> _BRIEF_: The response must restate the data exactly, with nothing left out.
============================================================
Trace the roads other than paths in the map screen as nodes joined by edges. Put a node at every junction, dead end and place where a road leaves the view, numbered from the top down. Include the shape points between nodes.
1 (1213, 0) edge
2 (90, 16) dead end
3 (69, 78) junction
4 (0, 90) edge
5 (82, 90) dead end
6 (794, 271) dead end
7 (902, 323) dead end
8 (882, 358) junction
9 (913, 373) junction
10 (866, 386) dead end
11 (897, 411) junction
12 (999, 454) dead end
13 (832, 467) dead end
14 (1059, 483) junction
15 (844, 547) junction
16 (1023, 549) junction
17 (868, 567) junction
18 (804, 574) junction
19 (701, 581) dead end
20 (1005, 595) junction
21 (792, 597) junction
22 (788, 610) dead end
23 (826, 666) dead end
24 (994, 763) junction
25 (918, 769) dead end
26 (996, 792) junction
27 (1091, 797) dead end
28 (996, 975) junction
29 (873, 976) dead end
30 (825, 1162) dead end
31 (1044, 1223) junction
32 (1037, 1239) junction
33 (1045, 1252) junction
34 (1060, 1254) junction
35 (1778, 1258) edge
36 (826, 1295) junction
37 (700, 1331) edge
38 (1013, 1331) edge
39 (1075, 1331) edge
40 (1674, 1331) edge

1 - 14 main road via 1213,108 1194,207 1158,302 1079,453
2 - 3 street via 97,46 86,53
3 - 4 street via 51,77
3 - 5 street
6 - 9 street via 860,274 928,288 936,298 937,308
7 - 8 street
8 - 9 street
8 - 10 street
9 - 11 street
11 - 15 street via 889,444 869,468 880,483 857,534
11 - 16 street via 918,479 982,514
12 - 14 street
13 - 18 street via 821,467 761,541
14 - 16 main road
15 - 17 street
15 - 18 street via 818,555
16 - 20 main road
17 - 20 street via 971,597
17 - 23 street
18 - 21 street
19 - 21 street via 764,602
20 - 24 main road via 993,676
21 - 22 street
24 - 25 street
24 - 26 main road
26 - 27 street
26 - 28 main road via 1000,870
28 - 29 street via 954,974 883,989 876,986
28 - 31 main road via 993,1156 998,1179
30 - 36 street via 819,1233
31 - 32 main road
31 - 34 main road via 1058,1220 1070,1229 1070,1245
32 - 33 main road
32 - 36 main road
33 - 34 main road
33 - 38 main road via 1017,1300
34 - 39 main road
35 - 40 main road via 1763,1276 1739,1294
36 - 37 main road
============================================================
> _TASK RESULT_:
Trace the roads other than paths in the map screen as nodes joined by edges. Put a node at every junction, dead end and place where a road leaves the view, numbered from the top down. Include the shape points between nodes.
1 (1213, 0) edge
2 (90, 16) dead end
3 (69, 78) junction
4 (0, 90) edge
5 (82, 90) dead end
6 (794, 271) dead end
7 (902, 323) dead end
8 (882, 358) junction
9 (913, 373) junction
10 (866, 386) dead end
11 (897, 411) junction
12 (999, 454) dead end
13 (832, 467) dead end
14 (1059, 483) junction
15 (844, 547) junction
16 (1023, 549) junction
17 (868, 567) junction
18 (804, 574) junction
19 (701, 581) dead end
20 (1005, 595) junction
21 (792, 597) junction
22 (788, 610) dead end
23 (826, 666) dead end
24 (994, 763) junction
25 (918, 769) dead end
26 (996, 792) junction
27 (1091, 797) dead end
28 (996, 975) junction
29 (873, 976) dead end
30 (825, 1162) dead end
31 (1044, 1223) junction
32 (1037, 1239) junction
33 (1045, 1252) junction
34 (1060, 1254) junction
35 (1778, 1258) edge
36 (826, 1295) junction
37 (700, 1331) edge
38 (1013, 1331) edge
39 (1075, 1331) edge
40 (1674, 1331) edge

1 - 14 main road via 1213,108 1194,207 1158,302 1079,453
2 - 3 street via 97,46 86,53
3 - 4 street via 51,77
3 - 5 street
6 - 9 street via 860,274 928,288 936,298 937,308
7 - 8 street
8 - 9 street
8 - 10 street
9 - 11 street
11 - 15 street via 889,444 869,468 880,483 857,534
11 - 16 street via 918,479 982,514
12 - 14 street
13 - 18 street via 821,467 761,541
14 - 16 main road
15 - 17 street
15 - 18 street via 818,555
16 - 20 main road
17 - 20 street via 971,597
17 - 23 street
18 - 21 street
19 - 21 street via 764,602
20 - 24 main road via 993,676
21 - 22 street
24 - 25 street
24 - 26 main road
26 - 27 street
26 - 28 main road via 1000,870
28 - 29 street via 954,974 883,989 876,986
28 - 31 main road via 993,1156 998,1179
30 - 36 street via 819,1233
31 - 32 main road
31 - 34 main road via 1058,1220 1070,1229 1070,1245
32 - 33 main road
32 - 36 main road
33 - 34 main road
33 - 38 main road via 1017,1300
34 - 39 main road
35 - 40 main road via 1763,1276 1739,1294
36 - 37 main road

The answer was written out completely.